For one reason or another, people are afraid to address the elephant in the room which is how much to charge for your work and more importantly why your prices are the way they are. A common hinderance amongst creative professionals is that they base their pricing model by what the competition is charging; usually in the form of an hourly rate or set price. To frame this topic in a perspective that might apply to more than just artists, let us use, as an example, the pricing model for a cup of coffee.
On one side of the spectrum, you have a gas station selling you a cup of joe for less than $1 dollar. As you walk out of that establishment, you have successfully purchased a freshly brewed (hopefully) beverage and your body will soon reap the benefits of it. You will now be ready to tackle the rest of your day. However, on the opposite side of the same spectrum, an independent establishment successfully sells an “artisan” cup of coffee for $5 dollars and people don’t blink an eye when they pay for it.

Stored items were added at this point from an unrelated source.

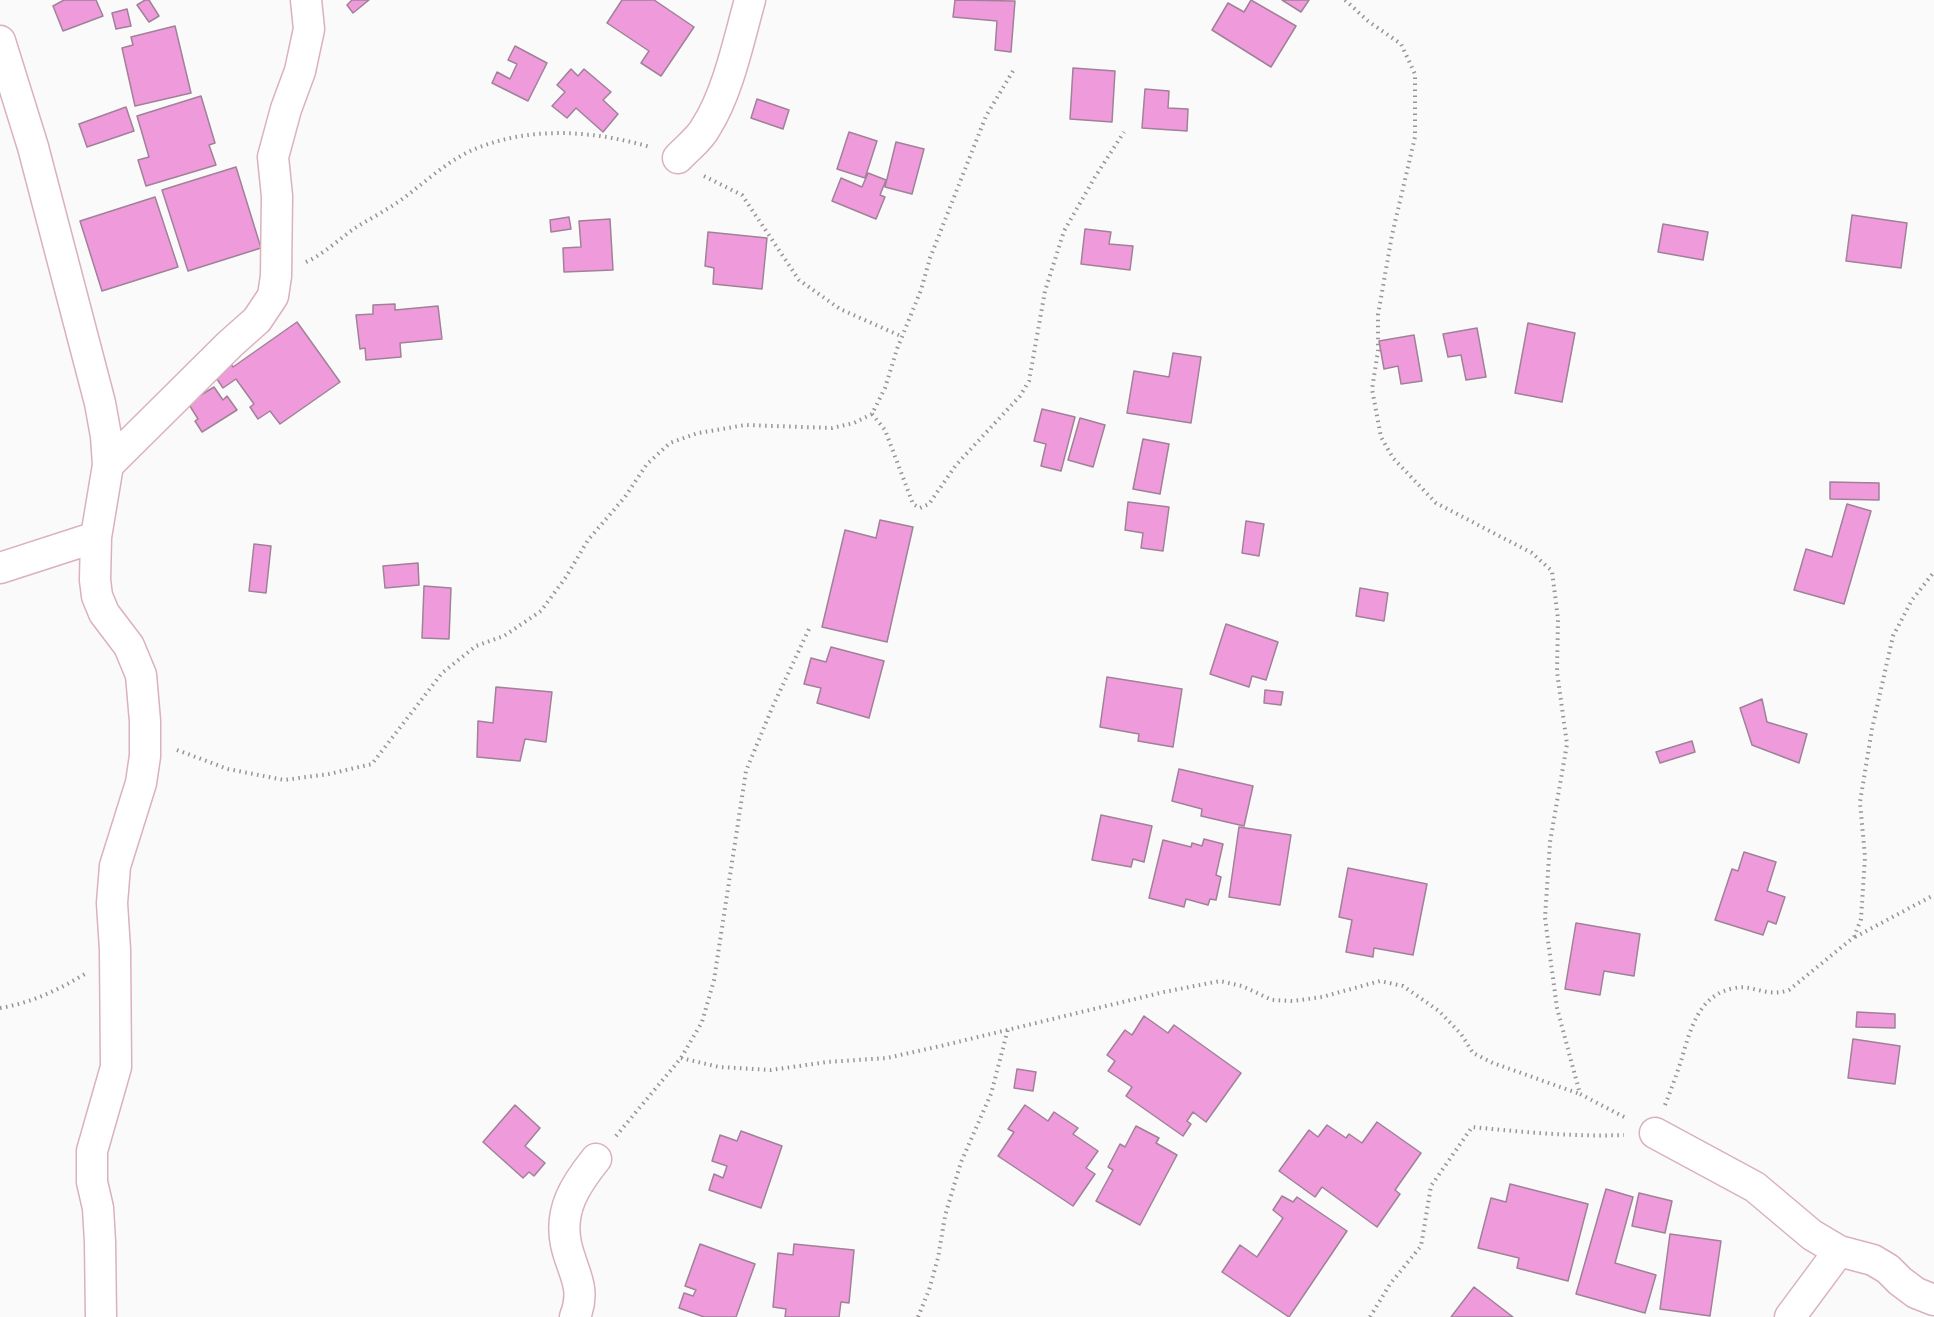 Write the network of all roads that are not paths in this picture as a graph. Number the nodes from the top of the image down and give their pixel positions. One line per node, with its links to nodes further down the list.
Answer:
1 (306, 0): 5 (street)
2 (750, 0): 4 (street)
3 (0, 41): 5 (street)
4 (678, 158)
5 (108, 465): 6 (street)
6 (96, 537): 7 (street); 12 (street)
7 (0, 568)
8 (1655, 1133): 10 (street)
9 (596, 1159): 13 (street)
10 (1839, 1251): 11 (street); 14 (street)
11 (1934, 1300)
12 (101, 1317)
13 (575, 1317)
14 (1790, 1317) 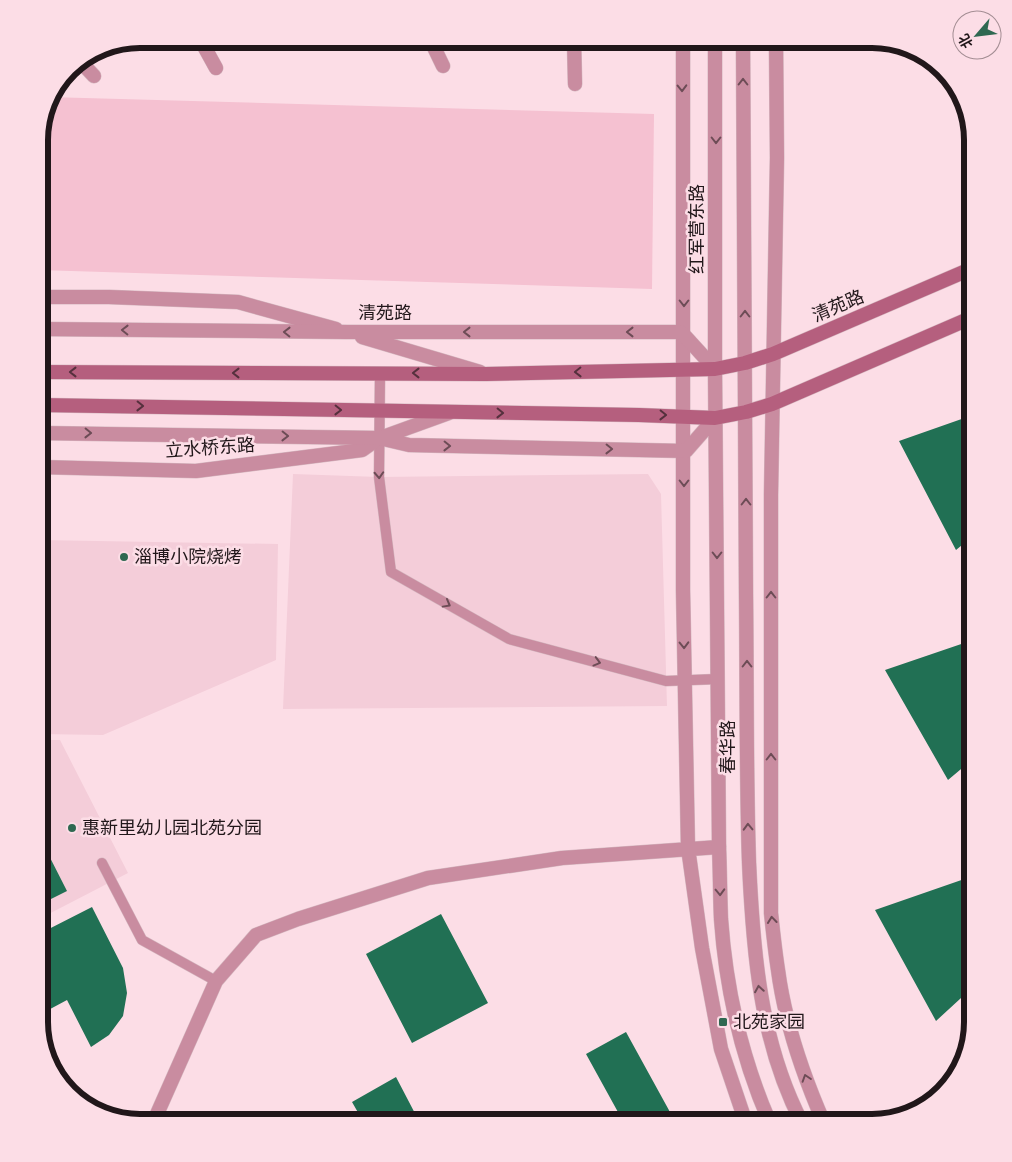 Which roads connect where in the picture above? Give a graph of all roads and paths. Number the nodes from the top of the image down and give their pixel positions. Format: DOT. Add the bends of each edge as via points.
graph roads {
  1 [pos="205,48"];
  2 [pos="434,48"];
  3 [pos="574,48"];
  4 [pos="683,48"];
  5 [pos="715,48"];
  6 [pos="743,48"];
  7 [pos="776,48"];
  8 [pos="84,65"];
  9 [pos="443,66"];
  10 [pos="216,68"];
  11 [pos="94,76"];
  12 [pos="575,84"];
  13 [pos="964,272"];
  14 [pos="48,297"];
  15 [pos="964,321"];
  16 [pos="48,329"];
  17 [pos="347,332"];
  18 [pos="684,334"];
  19 [pos="774,354"];
  20 [pos="745,363"];
  21 [pos="684,370"];
  22 [pos="715,370"];
  23 [pos="48,372"];
  24 [pos="380,373"];
  25 [pos="486,374"];
  26 [pos="772,404"];
  27 [pos="48,405"];
  28 [pos="379,410"];
  29 [pos="451,412"];
  30 [pos="746,412"];
  31 [pos="684,416"];
  32 [pos="715,418"];
  33 [pos="48,433"];
  34 [pos="379,438"];
  35 [pos="684,451"];
  36 [pos="48,467"];
  37 [pos="718,679"];
  38 [pos="685,680"];
  39 [pos="719,847"];
  40 [pos="688,848"];
  41 [pos="102,863"];
  42 [pos="216,981"];
  43 [pos="157,1114"];
  44 [pos="743,1114"];
  45 [pos="767,1114"];
  46 [pos="798,1114"];
  47 [pos="820,1114"];
  1 -- 10 [label="street"];
  2 -- 9 [label="street"];
  3 -- 12 [label="street"];
  4 -- 18 [label="street, one-way"];
  5 -- 22 [label="street, 红军营东路, one-way"];
  20 -- 6 [label="street, one-way"];
  7 -- 19 [label="street"];
  8 -- 11 [label="street"];
  13 -- 19 [label="main road, 清苑路"];
  14 -- 17 [label="street" via="238,302"];
  15 -- 26 [label="main road"];
  17 -- 16 [label="street, 清苑路, one-way"];
  18 -- 17 [label="street, 清苑路, one-way"];
  17 -- 25 [label="street"];
  18 -- 21 [label="street"];
  18 -- 22 [label="street"];
  19 -- 20 [label="main road, 清苑路"];
  19 -- 26 [label="street"];
  20 -- 22 [label="main road, 清苑路"];
  20 -- 30 [label="street, 春华路"];
  21 -- 22 [label="main road, 清苑路"];
  21 -- 25 [label="main road, 清苑路, one-way"];
  21 -- 31 [label="street"];
  22 -- 32 [label="street, 红军营东路"];
  24 -- 23 [label="main road, 清苑路, one-way"];
  25 -- 24 [label="main road, 清苑路, one-way"];
  24 -- 28 [label="lane"];
  26 -- 30 [label="main road"];
  47 -- 26 [label="street, one-way" via="791,1030 778,971 771,912"];
  27 -- 28 [label="main road, one-way"];
  28 -- 29 [label="main road"];
  28 -- 34 [label="lane"];
  29 -- 31 [label="main road, one-way"];
  29 -- 34 [label="street"];
  30 -- 32 [label="main road"];
  46 -- 30 [label="street, 春华路, one-way" via="769,1032 756,967 748,817"];
  31 -- 32 [label="main road"];
  31 -- 35 [label="street"];
  32 -- 35 [label="street"];
  32 -- 37 [label="street, 春华路, one-way"];
  33 -- 34 [label="street, one-way"];
  34 -- 35 [label="street, one-way" via="408,445"];
  34 -- 36 [label="street, 立水桥东路" via="362,450 196,471"];
  34 -- 38 [label="lane, one-way" via="379,477 391,572 509,639 666,681"];
  35 -- 38 [label="street, one-way"];
  37 -- 38 [label="lane"];
  37 -- 39 [label="street, 春华路"];
  38 -- 40 [label="street"];
  39 -- 40 [label="street"];
  39 -- 45 [label="street, 春华路, one-way" via="721,920 727,972 744,1054"];
  40 -- 42 [label="street" via="562,858 428,878 256,935"];
  40 -- 44 [label="street" via="721,1049"];
  41 -- 42 [label="lane" via="142,940"];
  42 -- 43 [label="street"];
}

Heck, they may even leave a tip.
Similar product, yet the gas station will have to sell at least 5 cups of coffee (more effort & time) in order to match the single $5 cup.
Analyzing this example, one can come up to the conclusion that the independent establishment may be using better coffee beans vs the generic ones at the gas station. At the same time, the presentation of the final product may also be more “fancy” in one place vs. the other. Where in one place you are self-serving, the other is serving the coffee to you. Where am I getting at with this?
It is simple; people are willing to pay for the things they place value on.
The more expensive cup of coffee may be similar to the lesser expensive alternative; however, the individual purchasing it may be receiving multiple benefits not directly implied by the vendor.
The feeling of social status by drinking a particular coffee can carry a lot of value to someone. The same can be said that they might value how the beans are grown and the impact it may have on our environment.
At the end of the day, everyone has a different definition of what is valuable and for that reason, you can’t have a “one-size-fits-all” mentality on pricing your creative work.
The idea of value-based pricing is not new to me and what recently solidified this mentality was being introduced to “The Win Without Pitching Manifesto” by Blair Enns. Enns broken down in a simple 12 step process how & why you should be pricing your work based on value. This manifesto should be a required read for any artistic professional looking to make a living from their art. It is a very quick read and for those that prefer audiobooks, the investment is only around 2 hours of your day; I truly recommend you check it out.
When someone asks me what I charge for the work that I do, the answer is simple; it depends. The reason it depends is because one needs to understand what the client is needing and wants before we can prescribe a solution for them. Better to be transparent about what the investment will be to your client upfront than to undervalue what it will take to deliver; ultimately causing you to deliver lackluster results and potentially losing future business. If you lose potential clients because they can’t afford you, that is just what happens.
What I can guarantee is that for those that see the value of your work, these are the clients that will make this artistic journey worthwhile and you’ll feel like your work is valued.